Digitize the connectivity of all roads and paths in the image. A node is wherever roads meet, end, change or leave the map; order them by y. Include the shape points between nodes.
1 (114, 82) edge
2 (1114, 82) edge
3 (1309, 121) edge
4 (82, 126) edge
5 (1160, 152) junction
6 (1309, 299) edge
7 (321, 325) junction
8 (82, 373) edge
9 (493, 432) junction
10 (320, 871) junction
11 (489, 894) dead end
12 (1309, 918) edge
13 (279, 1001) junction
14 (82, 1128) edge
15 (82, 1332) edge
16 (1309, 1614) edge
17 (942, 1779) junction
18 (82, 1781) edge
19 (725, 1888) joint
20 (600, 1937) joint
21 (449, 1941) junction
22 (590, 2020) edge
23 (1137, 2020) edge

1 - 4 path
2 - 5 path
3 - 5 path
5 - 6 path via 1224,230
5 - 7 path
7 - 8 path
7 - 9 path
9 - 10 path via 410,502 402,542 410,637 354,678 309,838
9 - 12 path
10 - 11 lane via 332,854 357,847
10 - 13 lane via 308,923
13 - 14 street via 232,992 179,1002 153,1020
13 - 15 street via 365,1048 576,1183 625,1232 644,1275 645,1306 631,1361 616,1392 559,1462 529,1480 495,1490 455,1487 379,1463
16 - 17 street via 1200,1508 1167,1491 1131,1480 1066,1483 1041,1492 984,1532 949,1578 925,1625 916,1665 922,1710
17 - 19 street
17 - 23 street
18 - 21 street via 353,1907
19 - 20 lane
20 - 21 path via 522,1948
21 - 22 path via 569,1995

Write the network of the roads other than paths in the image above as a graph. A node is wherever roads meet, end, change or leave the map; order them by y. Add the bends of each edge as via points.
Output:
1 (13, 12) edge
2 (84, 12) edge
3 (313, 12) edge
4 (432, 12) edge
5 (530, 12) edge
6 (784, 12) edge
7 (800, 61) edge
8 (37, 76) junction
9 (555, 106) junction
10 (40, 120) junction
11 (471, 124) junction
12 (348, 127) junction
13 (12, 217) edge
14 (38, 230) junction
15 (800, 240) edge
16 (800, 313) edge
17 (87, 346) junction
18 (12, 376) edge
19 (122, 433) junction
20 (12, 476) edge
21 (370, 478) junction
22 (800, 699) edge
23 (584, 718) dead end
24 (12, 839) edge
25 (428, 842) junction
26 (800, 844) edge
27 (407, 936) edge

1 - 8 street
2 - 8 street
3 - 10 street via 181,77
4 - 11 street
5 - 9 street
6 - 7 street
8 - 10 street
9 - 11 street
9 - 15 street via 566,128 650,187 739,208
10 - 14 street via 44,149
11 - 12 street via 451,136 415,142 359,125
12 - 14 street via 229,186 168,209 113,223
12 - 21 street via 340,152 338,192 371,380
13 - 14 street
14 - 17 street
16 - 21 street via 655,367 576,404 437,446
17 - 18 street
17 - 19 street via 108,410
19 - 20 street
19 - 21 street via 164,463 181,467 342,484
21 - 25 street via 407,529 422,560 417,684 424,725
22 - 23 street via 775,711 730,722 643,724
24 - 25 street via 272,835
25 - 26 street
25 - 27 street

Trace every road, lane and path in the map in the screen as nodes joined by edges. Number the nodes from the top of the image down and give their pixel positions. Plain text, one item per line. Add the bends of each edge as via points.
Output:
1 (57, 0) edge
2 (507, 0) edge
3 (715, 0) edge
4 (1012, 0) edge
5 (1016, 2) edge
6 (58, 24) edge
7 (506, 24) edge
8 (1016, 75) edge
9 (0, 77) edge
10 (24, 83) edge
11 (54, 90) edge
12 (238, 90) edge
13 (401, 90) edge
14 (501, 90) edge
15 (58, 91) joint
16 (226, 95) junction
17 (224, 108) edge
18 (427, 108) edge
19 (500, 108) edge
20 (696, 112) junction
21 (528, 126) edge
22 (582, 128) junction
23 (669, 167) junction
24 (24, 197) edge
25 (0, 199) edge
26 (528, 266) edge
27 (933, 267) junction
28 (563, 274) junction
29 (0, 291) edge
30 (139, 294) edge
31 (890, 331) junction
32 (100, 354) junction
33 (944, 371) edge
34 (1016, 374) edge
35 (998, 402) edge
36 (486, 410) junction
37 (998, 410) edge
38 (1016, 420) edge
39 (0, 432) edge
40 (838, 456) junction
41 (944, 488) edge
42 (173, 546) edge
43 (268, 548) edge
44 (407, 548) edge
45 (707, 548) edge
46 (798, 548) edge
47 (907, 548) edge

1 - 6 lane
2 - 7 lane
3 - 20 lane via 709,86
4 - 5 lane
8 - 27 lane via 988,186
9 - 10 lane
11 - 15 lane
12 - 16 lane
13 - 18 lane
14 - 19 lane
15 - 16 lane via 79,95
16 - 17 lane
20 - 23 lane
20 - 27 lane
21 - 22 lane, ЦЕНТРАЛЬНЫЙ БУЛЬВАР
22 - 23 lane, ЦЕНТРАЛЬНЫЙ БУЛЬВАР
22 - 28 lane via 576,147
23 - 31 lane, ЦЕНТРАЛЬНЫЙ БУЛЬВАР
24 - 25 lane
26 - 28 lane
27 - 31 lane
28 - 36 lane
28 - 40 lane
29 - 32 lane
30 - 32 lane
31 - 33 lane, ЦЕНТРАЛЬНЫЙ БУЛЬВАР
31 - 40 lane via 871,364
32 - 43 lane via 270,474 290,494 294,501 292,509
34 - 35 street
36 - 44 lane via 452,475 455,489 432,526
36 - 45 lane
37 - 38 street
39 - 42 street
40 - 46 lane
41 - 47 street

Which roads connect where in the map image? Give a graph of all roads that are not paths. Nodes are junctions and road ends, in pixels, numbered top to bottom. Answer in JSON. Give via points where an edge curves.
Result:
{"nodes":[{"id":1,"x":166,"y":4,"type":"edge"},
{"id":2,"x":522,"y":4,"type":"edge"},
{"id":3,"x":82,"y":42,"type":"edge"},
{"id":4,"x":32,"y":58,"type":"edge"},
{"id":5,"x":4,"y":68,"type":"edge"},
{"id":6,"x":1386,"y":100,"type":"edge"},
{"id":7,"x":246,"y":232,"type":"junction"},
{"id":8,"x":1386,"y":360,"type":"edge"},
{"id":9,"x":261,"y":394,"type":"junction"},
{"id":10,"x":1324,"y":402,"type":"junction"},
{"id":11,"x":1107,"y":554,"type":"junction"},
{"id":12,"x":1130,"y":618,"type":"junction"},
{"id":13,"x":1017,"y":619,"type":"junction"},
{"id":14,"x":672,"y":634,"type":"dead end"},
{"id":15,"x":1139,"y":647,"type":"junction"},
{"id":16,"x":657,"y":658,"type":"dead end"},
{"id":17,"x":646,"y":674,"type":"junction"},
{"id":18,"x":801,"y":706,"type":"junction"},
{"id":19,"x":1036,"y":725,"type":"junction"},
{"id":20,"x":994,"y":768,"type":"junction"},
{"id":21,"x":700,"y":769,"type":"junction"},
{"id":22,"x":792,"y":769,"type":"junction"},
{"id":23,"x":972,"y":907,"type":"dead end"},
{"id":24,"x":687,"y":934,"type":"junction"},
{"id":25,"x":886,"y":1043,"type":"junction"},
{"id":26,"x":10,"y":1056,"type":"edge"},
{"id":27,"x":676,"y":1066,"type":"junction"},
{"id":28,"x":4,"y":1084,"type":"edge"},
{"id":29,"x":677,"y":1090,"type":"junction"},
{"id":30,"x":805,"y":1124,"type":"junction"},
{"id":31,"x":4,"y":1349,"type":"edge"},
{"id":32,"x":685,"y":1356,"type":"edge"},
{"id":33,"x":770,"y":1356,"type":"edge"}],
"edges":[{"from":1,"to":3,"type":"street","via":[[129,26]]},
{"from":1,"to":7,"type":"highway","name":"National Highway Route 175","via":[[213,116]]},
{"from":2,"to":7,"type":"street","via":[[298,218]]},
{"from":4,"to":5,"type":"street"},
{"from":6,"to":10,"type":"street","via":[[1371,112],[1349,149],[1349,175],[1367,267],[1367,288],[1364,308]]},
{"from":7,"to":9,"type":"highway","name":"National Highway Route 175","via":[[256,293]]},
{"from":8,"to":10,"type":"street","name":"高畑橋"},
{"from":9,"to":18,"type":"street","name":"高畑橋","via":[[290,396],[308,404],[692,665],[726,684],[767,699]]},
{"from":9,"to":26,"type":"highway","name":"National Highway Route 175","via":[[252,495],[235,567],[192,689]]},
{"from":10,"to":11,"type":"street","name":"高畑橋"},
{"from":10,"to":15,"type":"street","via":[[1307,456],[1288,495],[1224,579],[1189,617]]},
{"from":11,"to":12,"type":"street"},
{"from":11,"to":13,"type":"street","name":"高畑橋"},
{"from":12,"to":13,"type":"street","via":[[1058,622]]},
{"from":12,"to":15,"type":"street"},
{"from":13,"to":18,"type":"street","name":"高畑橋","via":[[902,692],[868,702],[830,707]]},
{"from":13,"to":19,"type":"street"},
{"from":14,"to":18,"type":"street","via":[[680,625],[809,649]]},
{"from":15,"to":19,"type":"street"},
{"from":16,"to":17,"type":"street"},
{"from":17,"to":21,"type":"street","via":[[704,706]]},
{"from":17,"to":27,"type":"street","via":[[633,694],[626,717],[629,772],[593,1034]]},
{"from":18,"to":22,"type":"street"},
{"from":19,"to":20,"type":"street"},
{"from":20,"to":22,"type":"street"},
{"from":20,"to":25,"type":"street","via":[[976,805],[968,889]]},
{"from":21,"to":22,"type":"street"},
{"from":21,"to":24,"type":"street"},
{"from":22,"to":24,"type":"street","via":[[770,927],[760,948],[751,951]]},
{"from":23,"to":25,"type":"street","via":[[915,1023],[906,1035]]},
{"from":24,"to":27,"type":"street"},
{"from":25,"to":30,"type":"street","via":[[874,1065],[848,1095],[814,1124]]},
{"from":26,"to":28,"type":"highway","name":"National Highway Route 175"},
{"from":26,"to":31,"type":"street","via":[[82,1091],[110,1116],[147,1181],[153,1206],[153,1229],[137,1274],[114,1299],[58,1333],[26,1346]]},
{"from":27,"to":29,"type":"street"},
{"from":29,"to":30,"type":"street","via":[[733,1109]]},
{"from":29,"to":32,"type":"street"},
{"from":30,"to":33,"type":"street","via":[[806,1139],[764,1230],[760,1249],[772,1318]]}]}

+++

### TASK DESCRIPTION
Look through the records above for the string "paths", then copy every line that has it.

### EXERCISE RESPONSE
Digitize the connectivity of all roads and paths in the image. A node is wherever roads meet, end, change or leave the map; order them by y. Include the shape points between nodes.
Write the network of the roads other than paths in the image above as a graph. A node is wherever roads meet, end, change or leave the map; order them by y. Add the bends of each edge as via points.
Which roads connect where in the map image? Give a graph of all roads that are not paths. Nodes are junctions and road ends, in pixels, numbered top to bottom. Answer in JSON. Give via points where an edge curves.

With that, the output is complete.